[[ MATERIAL TO PROCESS open ]]

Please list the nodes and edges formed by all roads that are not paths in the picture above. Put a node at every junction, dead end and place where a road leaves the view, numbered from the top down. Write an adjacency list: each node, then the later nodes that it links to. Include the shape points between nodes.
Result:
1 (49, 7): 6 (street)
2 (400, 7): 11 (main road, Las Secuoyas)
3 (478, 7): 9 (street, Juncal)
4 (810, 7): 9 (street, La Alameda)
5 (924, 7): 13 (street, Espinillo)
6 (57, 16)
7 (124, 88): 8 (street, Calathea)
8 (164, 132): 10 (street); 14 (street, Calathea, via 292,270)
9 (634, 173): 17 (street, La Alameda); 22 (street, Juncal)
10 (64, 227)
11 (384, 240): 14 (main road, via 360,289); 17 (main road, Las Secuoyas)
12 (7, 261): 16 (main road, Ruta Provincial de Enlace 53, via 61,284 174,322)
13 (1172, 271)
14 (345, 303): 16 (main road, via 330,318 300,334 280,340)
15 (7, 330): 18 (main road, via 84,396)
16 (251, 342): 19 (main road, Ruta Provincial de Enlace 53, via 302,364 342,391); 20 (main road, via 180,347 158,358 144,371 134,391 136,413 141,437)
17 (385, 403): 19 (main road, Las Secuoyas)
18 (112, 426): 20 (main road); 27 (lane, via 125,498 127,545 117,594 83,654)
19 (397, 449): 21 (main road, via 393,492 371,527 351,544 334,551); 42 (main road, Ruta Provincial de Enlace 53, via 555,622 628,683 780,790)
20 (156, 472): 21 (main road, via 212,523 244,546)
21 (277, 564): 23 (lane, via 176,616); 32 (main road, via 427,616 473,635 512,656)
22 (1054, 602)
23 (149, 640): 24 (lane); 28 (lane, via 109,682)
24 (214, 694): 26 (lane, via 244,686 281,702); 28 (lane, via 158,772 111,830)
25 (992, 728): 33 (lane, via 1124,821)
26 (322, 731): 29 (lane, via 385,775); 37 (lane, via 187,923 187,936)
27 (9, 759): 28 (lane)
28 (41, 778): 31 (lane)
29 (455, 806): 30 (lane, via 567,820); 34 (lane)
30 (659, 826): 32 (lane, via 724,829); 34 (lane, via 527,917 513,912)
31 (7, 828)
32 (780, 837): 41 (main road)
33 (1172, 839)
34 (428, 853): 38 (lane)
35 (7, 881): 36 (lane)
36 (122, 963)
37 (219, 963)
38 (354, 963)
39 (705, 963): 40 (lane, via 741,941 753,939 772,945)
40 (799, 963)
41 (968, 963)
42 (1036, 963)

[[ MATERIAL TO PROCESS closed ]]

> _BRIEF_: Your reply should be only the number of lines in the records above that include "main".

> _PROBLEM SOLUTION_: 12